TASK REQUIREMENTS: Print every record exactly, with nothing added or left out.

Source data
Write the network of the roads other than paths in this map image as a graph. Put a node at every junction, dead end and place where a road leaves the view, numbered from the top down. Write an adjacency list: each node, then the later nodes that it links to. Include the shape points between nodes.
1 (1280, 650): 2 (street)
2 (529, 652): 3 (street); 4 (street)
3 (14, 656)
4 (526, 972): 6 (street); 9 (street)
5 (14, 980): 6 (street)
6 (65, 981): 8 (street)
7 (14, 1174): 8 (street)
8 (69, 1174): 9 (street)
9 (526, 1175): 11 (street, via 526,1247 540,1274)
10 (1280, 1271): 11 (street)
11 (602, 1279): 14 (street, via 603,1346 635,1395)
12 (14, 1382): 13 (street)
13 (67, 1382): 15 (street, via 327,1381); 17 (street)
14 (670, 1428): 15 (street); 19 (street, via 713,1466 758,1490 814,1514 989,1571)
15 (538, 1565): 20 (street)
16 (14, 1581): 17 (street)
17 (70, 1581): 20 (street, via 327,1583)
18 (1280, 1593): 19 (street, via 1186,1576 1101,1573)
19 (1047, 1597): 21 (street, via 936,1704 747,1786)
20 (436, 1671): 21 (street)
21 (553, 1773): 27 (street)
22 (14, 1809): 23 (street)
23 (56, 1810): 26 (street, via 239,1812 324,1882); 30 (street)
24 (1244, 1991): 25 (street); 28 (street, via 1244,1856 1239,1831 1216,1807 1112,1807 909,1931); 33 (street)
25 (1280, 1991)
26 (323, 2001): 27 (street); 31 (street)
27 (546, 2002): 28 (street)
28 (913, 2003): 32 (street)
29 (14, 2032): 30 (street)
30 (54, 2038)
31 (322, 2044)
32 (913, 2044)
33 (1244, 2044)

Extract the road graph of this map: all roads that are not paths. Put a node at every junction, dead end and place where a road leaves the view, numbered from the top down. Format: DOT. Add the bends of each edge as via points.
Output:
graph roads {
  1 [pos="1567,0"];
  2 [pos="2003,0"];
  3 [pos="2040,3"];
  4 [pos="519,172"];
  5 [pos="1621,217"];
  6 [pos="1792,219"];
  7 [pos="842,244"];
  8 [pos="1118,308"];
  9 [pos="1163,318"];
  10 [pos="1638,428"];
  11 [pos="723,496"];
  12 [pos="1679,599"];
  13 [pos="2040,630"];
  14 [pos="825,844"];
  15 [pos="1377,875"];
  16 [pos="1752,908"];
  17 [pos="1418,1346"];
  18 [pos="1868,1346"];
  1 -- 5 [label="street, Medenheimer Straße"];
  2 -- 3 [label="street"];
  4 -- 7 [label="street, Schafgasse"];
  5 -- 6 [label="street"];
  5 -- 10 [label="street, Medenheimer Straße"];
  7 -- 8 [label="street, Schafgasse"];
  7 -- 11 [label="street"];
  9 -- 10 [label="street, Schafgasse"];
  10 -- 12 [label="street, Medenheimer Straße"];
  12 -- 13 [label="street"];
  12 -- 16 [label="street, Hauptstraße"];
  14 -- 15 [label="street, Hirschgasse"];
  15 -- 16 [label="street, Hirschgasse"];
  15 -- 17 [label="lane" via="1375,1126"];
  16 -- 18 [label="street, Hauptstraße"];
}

FINAL ANSWER:
Write the network of the roads other than paths in this map image as a graph. Put a node at every junction, dead end and place where a road leaves the view, numbered from the top down. Write an adjacency list: each node, then the later nodes that it links to. Include the shape points between nodes.
1 (1280, 650): 2 (street)
2 (529, 652): 3 (street); 4 (street)
3 (14, 656)
4 (526, 972): 6 (street); 9 (street)
5 (14, 980): 6 (street)
6 (65, 981): 8 (street)
7 (14, 1174): 8 (street)
8 (69, 1174): 9 (street)
9 (526, 1175): 11 (street, via 526,1247 540,1274)
10 (1280, 1271): 11 (street)
11 (602, 1279): 14 (street, via 603,1346 635,1395)
12 (14, 1382): 13 (street)
13 (67, 1382): 15 (street, via 327,1381); 17 (street)
14 (670, 1428): 15 (street); 19 (street, via 713,1466 758,1490 814,1514 989,1571)
15 (538, 1565): 20 (street)
16 (14, 1581): 17 (street)
17 (70, 1581): 20 (street, via 327,1583)
18 (1280, 1593): 19 (street, via 1186,1576 1101,1573)
19 (1047, 1597): 21 (street, via 936,1704 747,1786)
20 (436, 1671): 21 (street)
21 (553, 1773): 27 (street)
22 (14, 1809): 23 (street)
23 (56, 1810): 26 (street, via 239,1812 324,1882); 30 (street)
24 (1244, 1991): 25 (street); 28 (street, via 1244,1856 1239,1831 1216,1807 1112,1807 909,1931); 33 (street)
25 (1280, 1991)
26 (323, 2001): 27 (street); 31 (street)
27 (546, 2002): 28 (street)
28 (913, 2003): 32 (street)
29 (14, 2032): 30 (street)
30 (54, 2038)
31 (322, 2044)
32 (913, 2044)
33 (1244, 2044)

Extract the road graph of this map: all roads that are not paths. Put a node at every junction, dead end and place where a road leaves the view, numbered from the top down. Format: DOT. Add the bends of each edge as via points.
Output:
graph roads {
  1 [pos="1567,0"];
  2 [pos="2003,0"];
  3 [pos="2040,3"];
  4 [pos="519,172"];
  5 [pos="1621,217"];
  6 [pos="1792,219"];
  7 [pos="842,244"];
  8 [pos="1118,308"];
  9 [pos="1163,318"];
  10 [pos="1638,428"];
  11 [pos="723,496"];
  12 [pos="1679,599"];
  13 [pos="2040,630"];
  14 [pos="825,844"];
  15 [pos="1377,875"];
  16 [pos="1752,908"];
  17 [pos="1418,1346"];
  18 [pos="1868,1346"];
  1 -- 5 [label="street, Medenheimer Straße"];
  2 -- 3 [label="street"];
  4 -- 7 [label="street, Schafgasse"];
  5 -- 6 [label="street"];
  5 -- 10 [label="street, Medenheimer Straße"];
  7 -- 8 [label="street, Schafgasse"];
  7 -- 11 [label="street"];
  9 -- 10 [label="street, Schafgasse"];
  10 -- 12 [label="street, Medenheimer Straße"];
  12 -- 13 [label="street"];
  12 -- 16 [label="street, Hauptstraße"];
  14 -- 15 [label="street, Hirschgasse"];
  15 -- 16 [label="street, Hirschgasse"];
  15 -- 17 [label="lane" via="1375,1126"];
  16 -- 18 [label="street, Hauptstraße"];
}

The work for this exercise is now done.